First he was a painter, and has taugth architecture at the Beuth Technical School in Berlin. Today, he now devotes himself entirely to artistic creation. German artist Hendrik Czakainski has been designing imaginary architectures for almost 10 years, which he presents as wall sculptures. These urban fabrics he creates as large wall sculptures oscillate between “order and chaos, norm and deviation, the concrete and the abstract”.
On the occasion of his exhibition at the Wallworks gallery in Paris from 21 May to 10 July 2021, AA shares here the interview the artist gave to journalist Jean-Philippe Hugron in 2016, published in AA 413.

L’Architecture d’Aujourd’hui: Self-taught and trained as a joiner, you recently exhibited creations greatly inspired by the urban world, during the Urban Art Fair in Paris but also in Berlin, at the Urban Spree Gallery. Can you tell us more about your inspirations?

Hendrik Czakainski: I try to convey in my work a view of the phenomena that occur through globalization, industrialization and demographic development processes. Its content can be linked to catastrophes, to shanty towns and even to particularly polluted industrial sites. I try to express all of this in beauty. As for my inspirations, I cannot really name a work, or line up names of architects, or refer to any particular construction. This said, I have been particularly influenced by my travels in India and Nepal. Here I visited shanty towns and was faced with particularly difficult situations.

Can you explain how you work?

I observe endless and sometimes insignificant details, in science-fiction and action movies in which special effects abound and even in documentaries. I collect all these images and screenshots and I position them pretty much all over my studio. Then more precise ideas come to mind and I quickly express them in a drawing. That’s when I begin to use shapes. I add some and I remove some. Once I even had a work that was supposedly finished sawed in two just to be more precise. I also work horizontally. I need to constantly change perspective: I position my work on a wall and I look at it from a distance, then I get closer to it and I climb a ladder to look at it from above. Most of my works are then hung for several weeks in my workshop. Generally, I take advantage of this to begin another work and it is this distance that always results in other often decisive changes. In addition, my works overlap each other and I create different compositions at the same time, so they affect one another. Furthermore, I try to teach this to my students.

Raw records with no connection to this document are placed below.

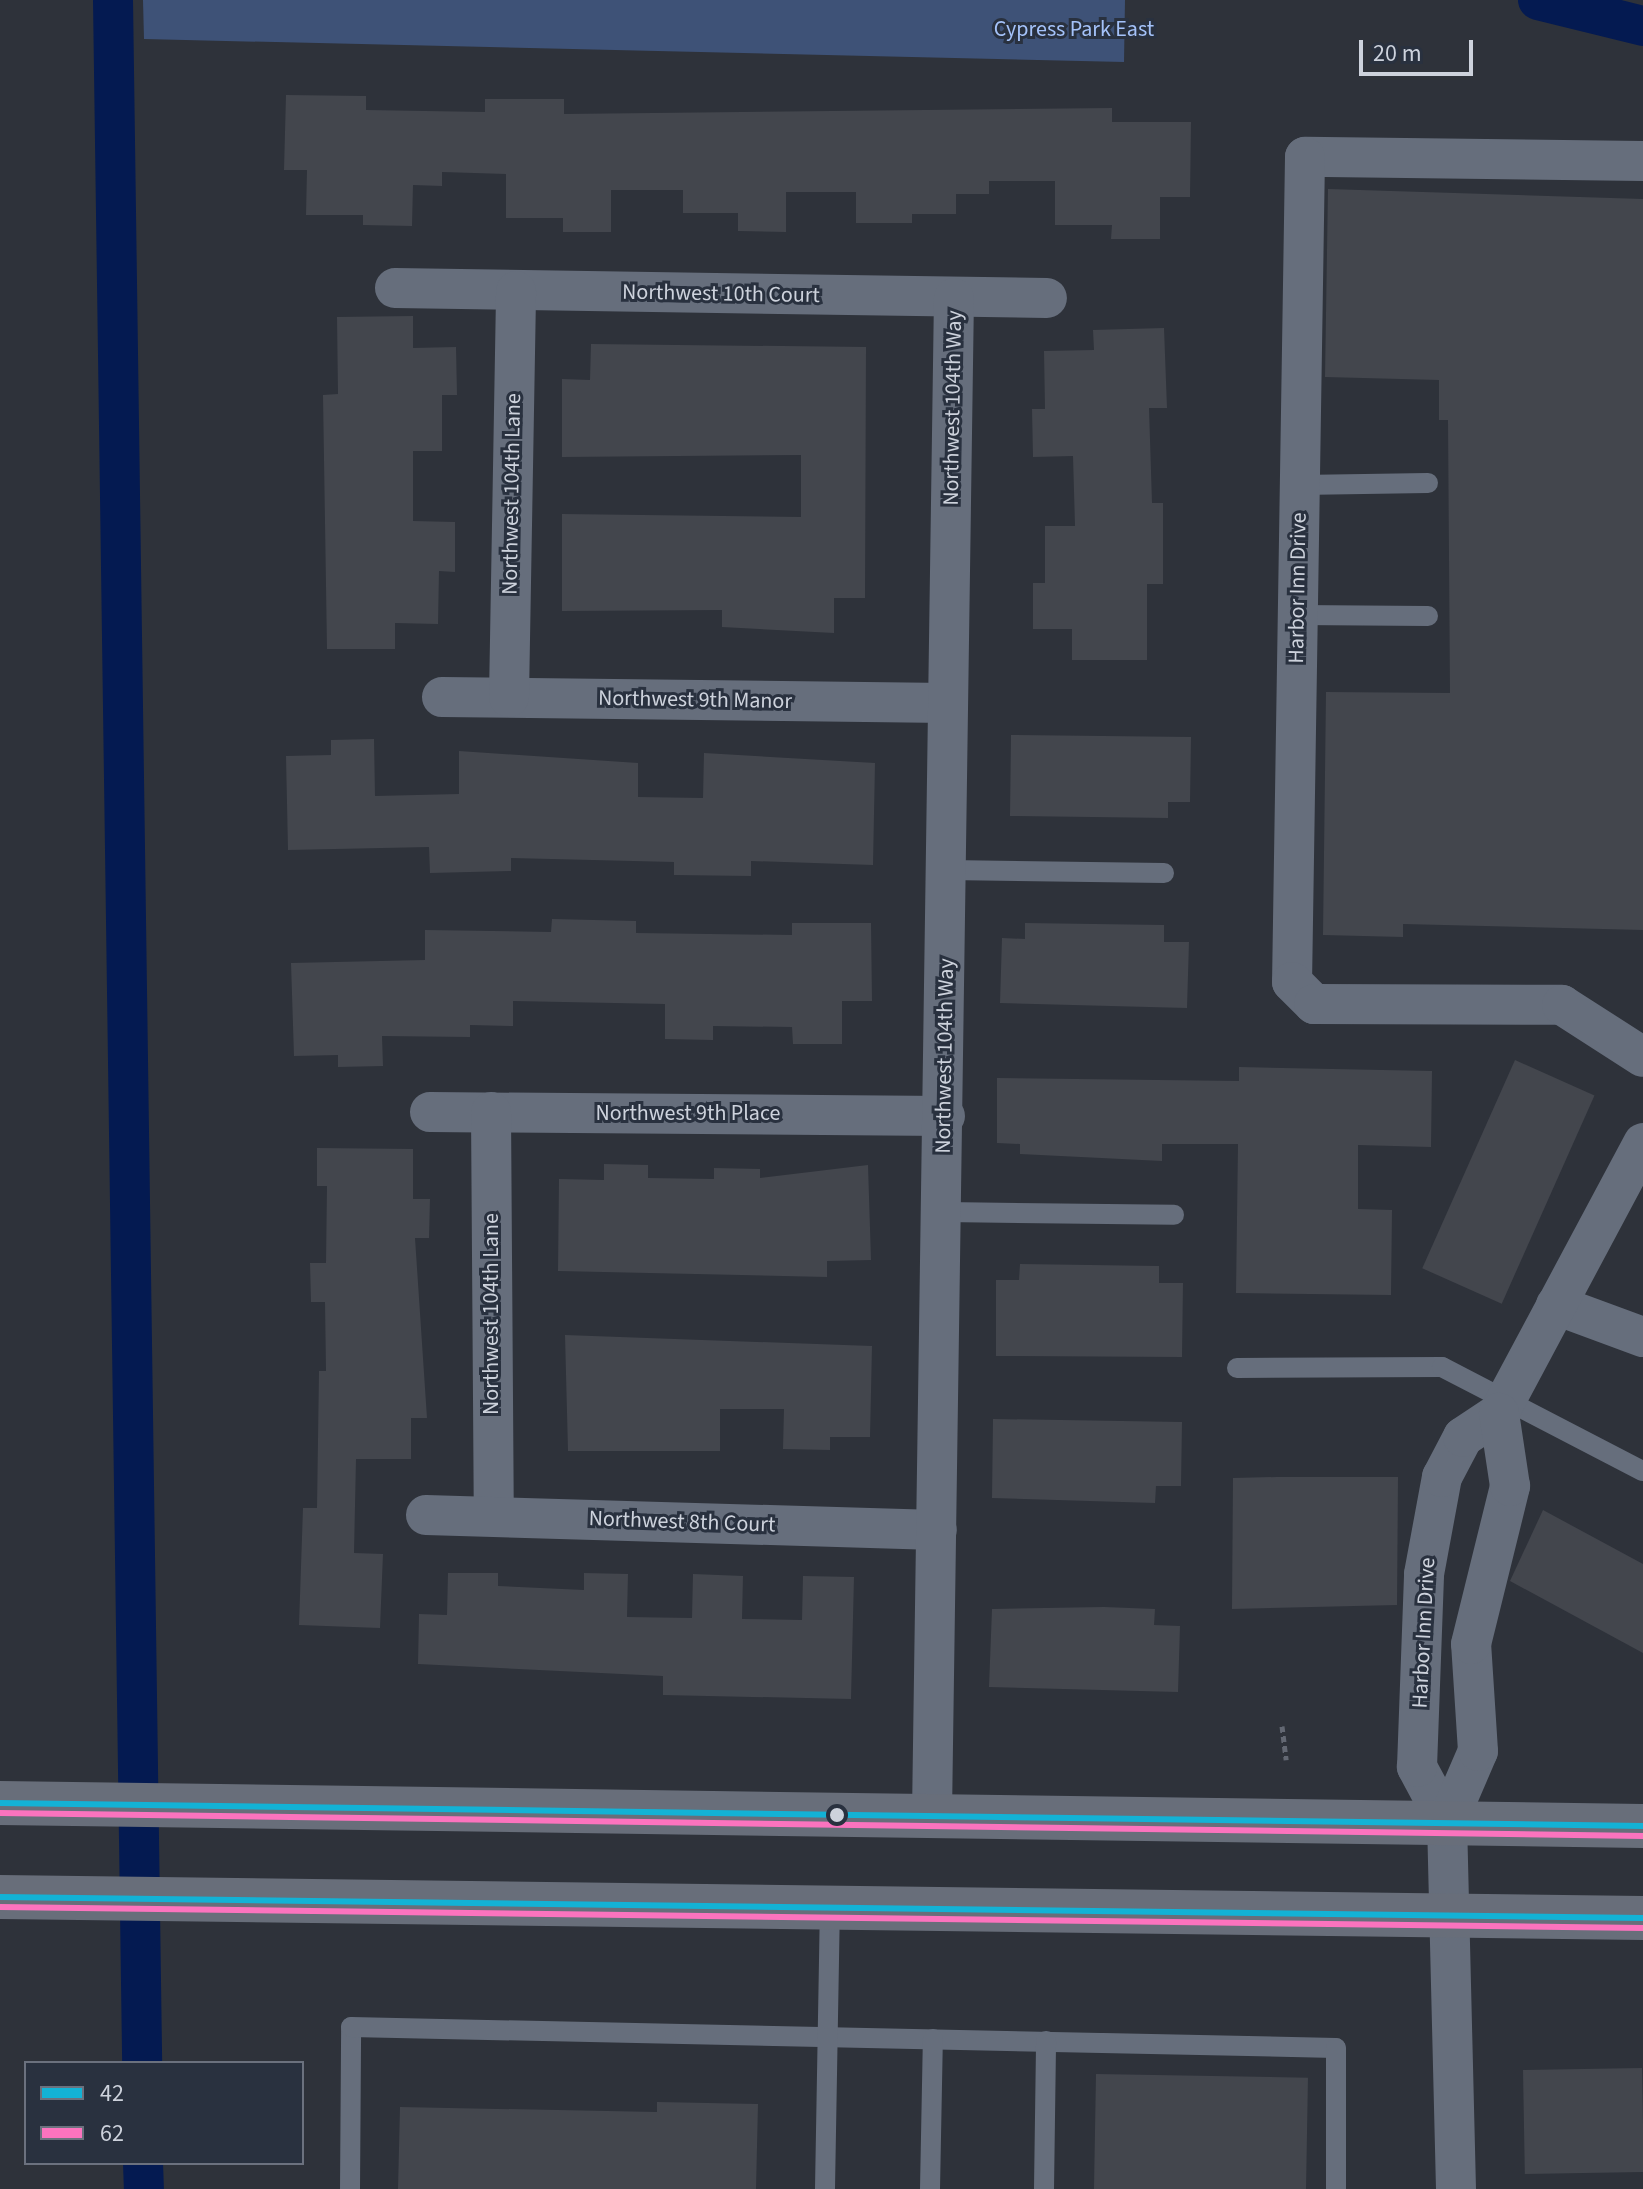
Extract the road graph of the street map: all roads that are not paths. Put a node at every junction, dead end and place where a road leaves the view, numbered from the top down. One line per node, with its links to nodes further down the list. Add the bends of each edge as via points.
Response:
1 (1643, 161): 7 (street, Harbor Inn Drive, via 1305,157)
2 (395, 288): 3 (street, Northwest 10th Court)
3 (516, 291): 4 (street, Northwest 10th Court); 11 (street, Northwest 104th Lane)
4 (954, 298): 5 (street, Northwest 10th Court); 12 (street, Northwest 104th Way)
5 (1047, 298)
6 (1428, 483): 7 (lane)
7 (1300, 485): 8 (street, Harbor Inn Drive)
8 (1298, 615): 9 (lane); 15 (street, Harbor Inn Drive, via 1292,982 1314,1004 1562,1005)
9 (1428, 616)
10 (442, 697): 11 (street, Northwest 9th Manor)
11 (509, 697): 12 (street, Northwest 9th Manor)
12 (948, 703): 13 (street, Northwest 104th Way)
13 (947, 870): 14 (lane); 18 (street, Northwest 104th Way)
14 (1164, 873)
15 (1643, 1057)
16 (430, 1112): 17 (street, Northwest 9th Place)
17 (491, 1112): 18 (street, Northwest 9th Place); 28 (street, Northwest 104th Lane)
18 (945, 1116): 20 (street, Northwest 104th Way)
19 (1643, 1143): 22 (street, Harbor Inn Drive)
20 (944, 1212): 21 (lane); 29 (street, Northwest 104th Way)
21 (1174, 1215)
22 (1556, 1305): 23 (street); 25 (street, Harbor Inn Drive)
23 (1643, 1337)
24 (1237, 1368): 25 (lane, via 1442,1367)
25 (1503, 1404): 26 (lane); 30 (street, Harbor Inn Drive, via 1510,1486); 31 (street, Harbor Inn Drive, via 1463,1437 1442,1477 1424,1574)
26 (1643, 1471)
27 (426, 1515): 28 (street, Northwest 8th Court)
28 (494, 1515): 29 (street, Northwest 8th Court)
29 (937, 1530): 33 (street, Northwest 104th Way)
30 (1471, 1644): 31 (street); 34 (street, Harbor Inn Drive, via 1478,1751)
31 (1424, 1645): 34 (street, Harbor Inn Drive, via 1417,1767)
32 (0, 1803): 33 (main road)
33 (932, 1814): 34 (main road)
34 (1447, 1823): 35 (main road); 38 (street, Harbor Inn Drive)
35 (1643, 1826)
36 (0, 1897): 37 (main road)
37 (830, 1908): 38 (main road); 40 (lane)
38 (1449, 1916): 39 (main road); 48 (street, Harbor Inn Drive)
39 (1643, 1918)
40 (827, 2033): 41 (lane); 43 (lane, via 351,2027); 44 (lane)
41 (933, 2039): 42 (lane); 45 (lane)
42 (1046, 2041): 46 (lane); 47 (lane, via 1336,2048)
43 (350, 2189)
44 (825, 2189)
45 (930, 2189)
46 (1044, 2189)
47 (1336, 2189)
48 (1456, 2189)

At the Beuth University of Applied Sciences Berlin, your course is called “free representation”. How can art contribute to a technical training?

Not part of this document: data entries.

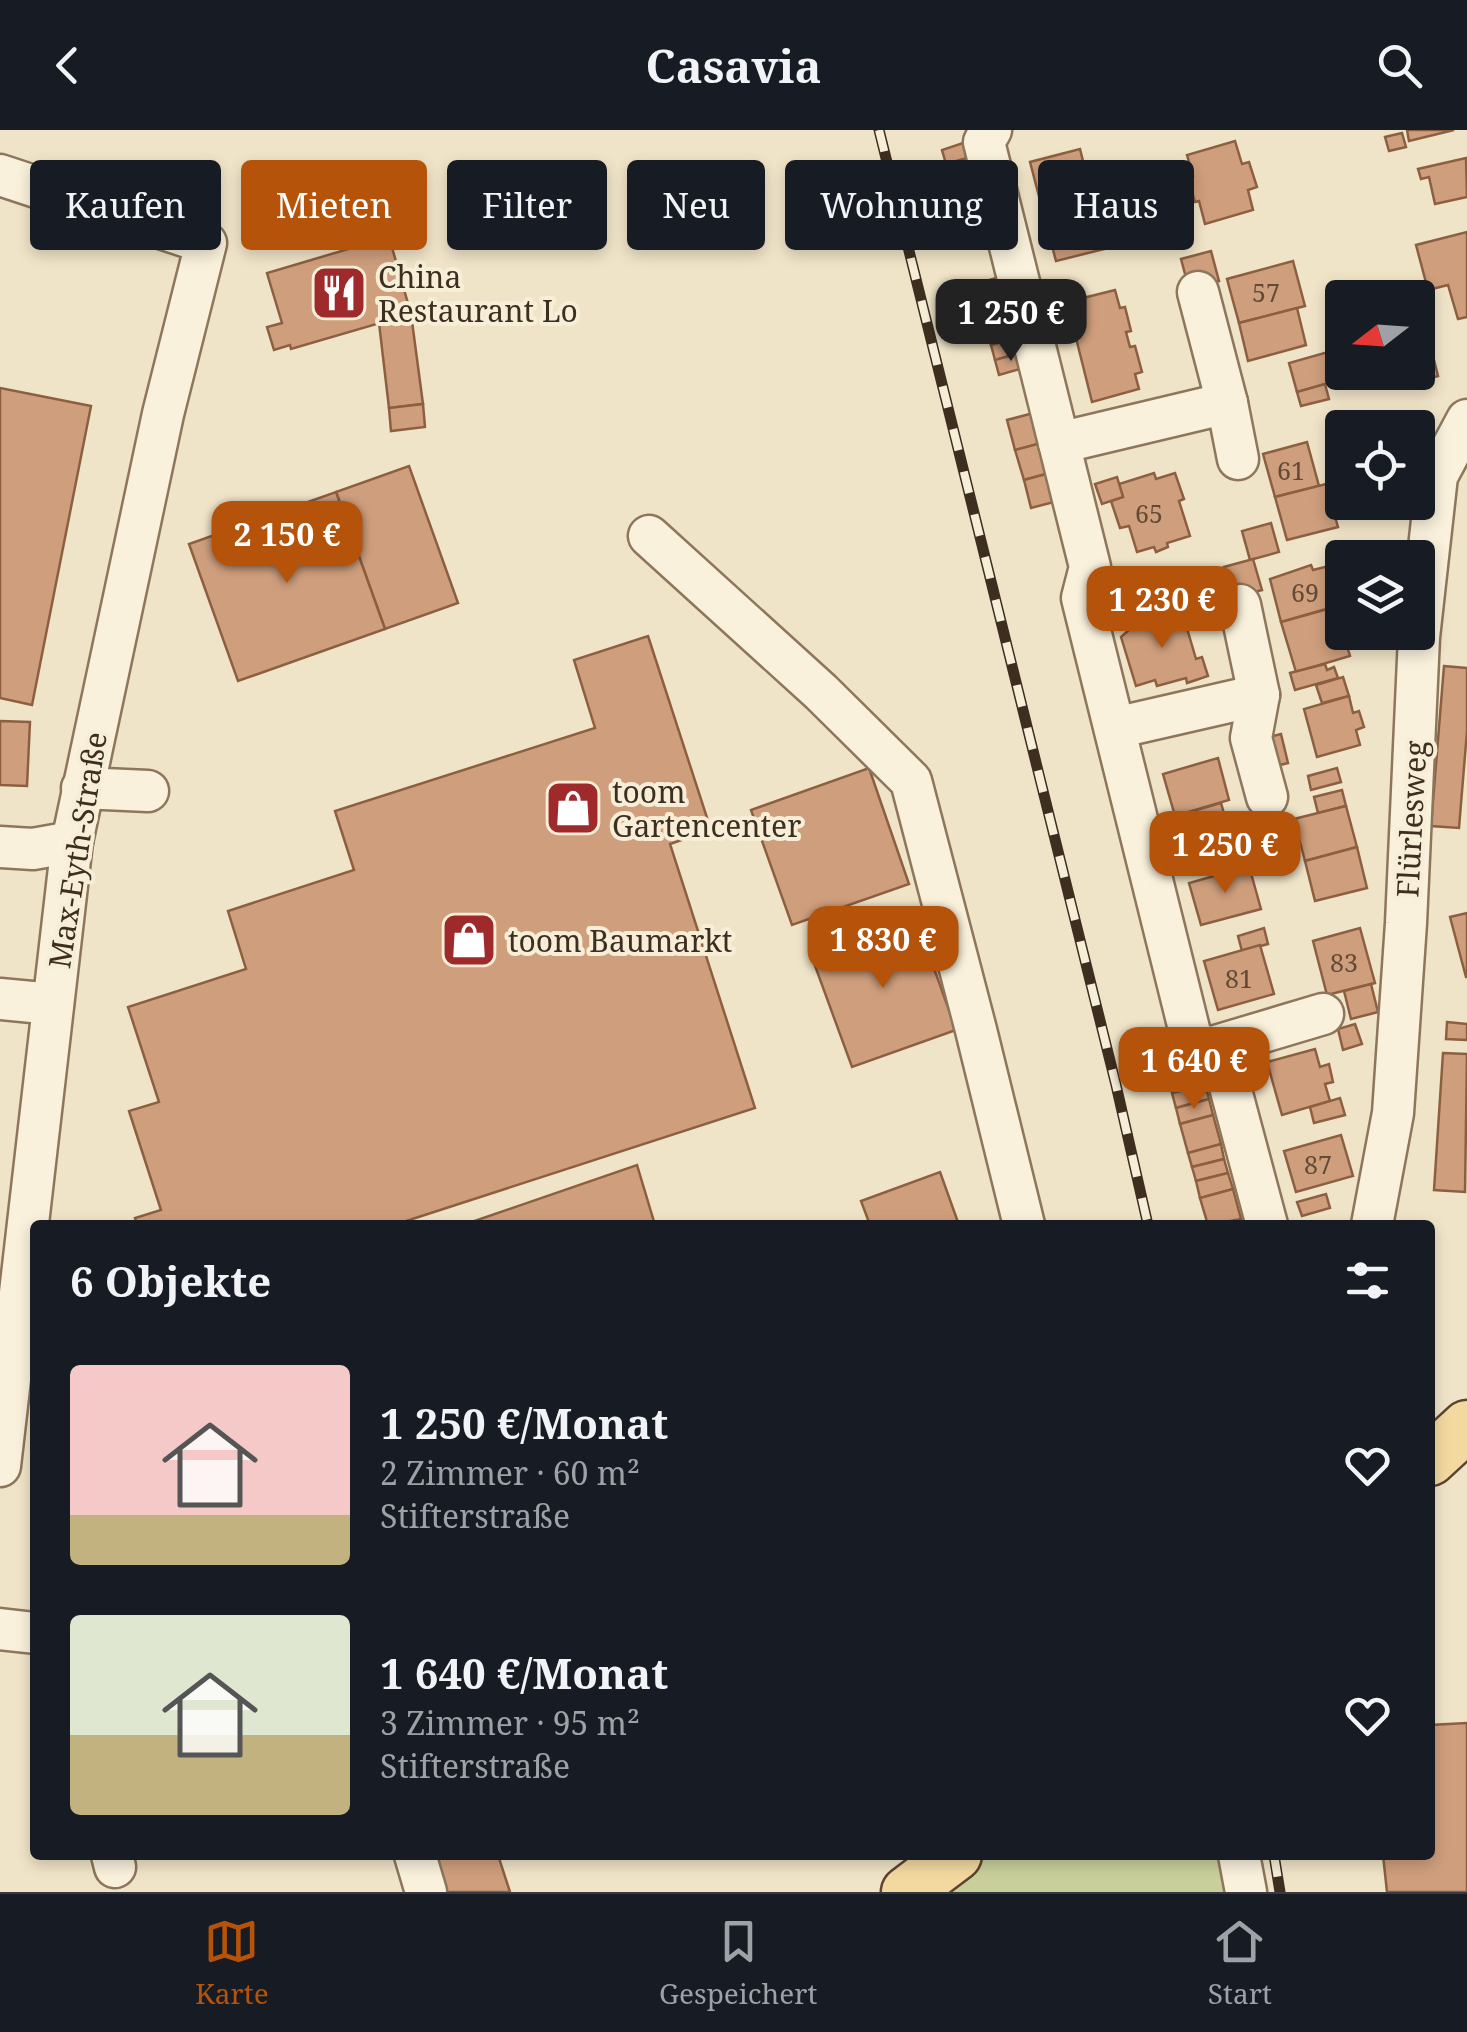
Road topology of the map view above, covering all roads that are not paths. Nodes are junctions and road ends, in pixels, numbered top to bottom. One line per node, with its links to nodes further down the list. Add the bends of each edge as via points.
1 (990, 130): 6 (street, via 984,142)
2 (0, 175): 12 (street, Max-Eyth-Straße, via 206,243)
3 (1198, 292): 4 (street)
4 (1227, 403): 6 (street); 7 (street)
5 (1467, 420): 24 (street, Flürlesweg, via 1436,476 1419,637 1393,1112)
6 (1059, 442): 11 (street, via 1090,567 1082,598)
7 (1238, 458)
8 (650, 536): 22 (street, via 911,781)
9 (1240, 605): 10 (street)
10 (1260, 695): 11 (street); 14 (street, via 1251,738)
11 (1115, 728): 20 (street, via 1191,1037)
12 (82, 788): 13 (street); 15 (street, Max-Eyth-Straße)
13 (148, 791)
14 (1267, 797)
15 (72, 842): 16 (street); 18 (street, Max-Eyth-Straße)
16 (0, 847)
17 (0, 999): 18 (street)
18 (53, 1004): 21 (street, Max-Eyth-Straße)
19 (1324, 1014): 20 (street)
20 (1206, 1049): 23 (street, via 1224,1064)
21 (34, 1220)
22 (1023, 1220)
23 (1266, 1220)
24 (1373, 1220)
25 (30, 1262): 26 (street, Max-Eyth-Straße)
26 (27, 1296): 30 (street, Max-Eyth-Straße)
27 (1467, 1426): 28 (main road)
28 (1435, 1455)
29 (1467, 1458): 31 (street)
30 (0, 1466)
31 (1435, 1477)
32 (0, 1629): 33 (street)
33 (30, 1632)
34 (416, 1860): 37 (street)
35 (949, 1860): 38 (main road)
36 (1240, 1860): 39 (street)
37 (426, 1892)
38 (907, 1892)
39 (1246, 1892)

Let it be said first that I did not follow a standard training. I am self-taught. This is why I wish to create a special relationship with my students, through my teaching. The aim of my course is to teach them about perspective representation, drawing, composition, drawing techniques, the use of various materials and even the building of models. I try to develop all their abilities and even more; their aesthetic awareness. In return, they teach me the more technical sides and in particular the bases of functional architecture. This is a very enriching exchange and, in a certain way, it influences my understanding of architecture and subtly feeds my art.

What is your relationship to architecture?

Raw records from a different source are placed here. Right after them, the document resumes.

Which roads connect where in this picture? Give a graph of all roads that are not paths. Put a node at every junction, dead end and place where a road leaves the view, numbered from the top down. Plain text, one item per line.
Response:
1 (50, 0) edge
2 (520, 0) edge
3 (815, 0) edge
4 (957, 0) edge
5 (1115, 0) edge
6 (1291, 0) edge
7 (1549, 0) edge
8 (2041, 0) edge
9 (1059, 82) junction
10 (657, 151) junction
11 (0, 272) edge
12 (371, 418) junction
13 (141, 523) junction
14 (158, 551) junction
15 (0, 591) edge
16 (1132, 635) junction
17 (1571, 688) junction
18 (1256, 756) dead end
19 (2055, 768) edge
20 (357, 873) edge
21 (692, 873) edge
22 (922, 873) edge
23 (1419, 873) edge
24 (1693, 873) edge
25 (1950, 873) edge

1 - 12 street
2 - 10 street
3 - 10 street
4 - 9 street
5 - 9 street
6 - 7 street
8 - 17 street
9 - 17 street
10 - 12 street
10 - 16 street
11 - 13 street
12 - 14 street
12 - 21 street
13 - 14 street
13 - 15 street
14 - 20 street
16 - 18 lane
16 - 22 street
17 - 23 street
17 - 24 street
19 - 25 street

Shapes, structures and spaces have always fascinated me. As a young man, I learnt a lot about the built environment by skateboarding. On a skateboard, you develop an understanding of architecture in very different contexts. I have never lost this viewpoint. Through my training as a joiner I learnt to think about construction and space through drawing and representation.

Hendrik CZAKAINSKI mettant la dernière main à son œuvre Triften dans son atelier berlinois, 2020 | Leak 1, 2021, technique mixte, 120 x 75 x 5 cm © Lukas Stiller
Hendrik Czakainski in his Berlin-based studio, 2020 | Leak 1, 2021, 120 x 75 x 5 cm © Lukas Stiller

What do questions of scale, space and material mean to you?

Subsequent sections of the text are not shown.